Can Ateneo string it together in the Final Four? (Photo: Kevin de la Cruz/

Take note that Cainglet, Gervacio, Ho and heart-and-soul setter Jem Ferrer are playing in their final season, so the pressure is very real for the Katipuneras. AdMU may still have enough in their battlechest to diffuse Adamson, but DLSU is going to be a mighty wall to scale.

The Lady Spikers are the new Legion of Doom.

I said during my mid-season predictions that they will never lose again. NU gave them a scare in that ridiculous five-setter last January 19th, but after that DLSU just dismantled everyone else along the way.

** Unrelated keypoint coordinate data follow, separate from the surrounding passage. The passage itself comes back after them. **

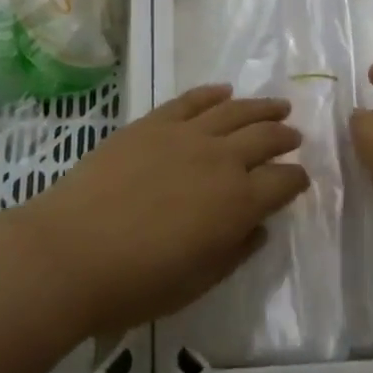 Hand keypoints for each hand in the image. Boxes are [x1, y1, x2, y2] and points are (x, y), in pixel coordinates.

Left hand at [15, 86, 307, 334]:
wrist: (72, 251)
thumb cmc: (137, 282)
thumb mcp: (198, 281)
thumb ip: (235, 251)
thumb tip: (257, 227)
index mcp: (238, 202)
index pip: (283, 182)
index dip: (296, 179)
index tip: (300, 178)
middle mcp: (221, 159)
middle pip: (265, 137)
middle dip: (284, 136)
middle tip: (294, 135)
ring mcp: (186, 134)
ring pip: (235, 111)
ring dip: (260, 107)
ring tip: (277, 106)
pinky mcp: (153, 122)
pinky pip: (191, 100)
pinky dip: (212, 93)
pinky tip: (224, 90)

Ara Galang has all of sudden gone berserk in the second round and reigning MVP Abigail Maraño has just been that—an MVP. Michele Gumabao has not had to score as much as she has had to in previous seasons; preserving herself quite well, and the intimidation at the net by Mika Reyes has made it very difficult for the opposition to get any edge at the frontline. The two-pronged setting duo of Mika Esperanza and Kim Fajardo has given Head Coach Ramil de Jesus so many arsenals that even if an injury to any of the abovementioned ladies does happen, the second unit can more than hold its own.

MVP Abigail Maraño has been exactly that for DLSU: an MVP (Photo: Kevin de la Cruz/

Heck, the second unit could form the Starting Six for UE—the only school I haven’t talked about and won’t.

UE and Leuseht Dawis have to turn their backs on a dismal season (Photo: Kevin de la Cruz/

NU and UST will be battling for a shot to go up against the Legion of Doom. It’s not a good prospect, but at least they will have some degree of optimism, knowing they have a chance at rewriting the history books if they can achieve the near improbable.

The Ateneo-Adamson matchup is intriguing. The Lady Falcons could even force a rubber-match. But unless some insane, sick joke is played by the volleyball gods, the Lady Spikers look to already have the title within their grasp.

But you never know, right?

UST beat DLSU already. NU was up two sets to one against the Lady Spikers before they lost their grip on the game. Ateneo also gave DLSU a run for their money as well. After Wednesday, let’s see what cards we’re dealt. It’s been a great season. Let’s all take in the riveting conclusion.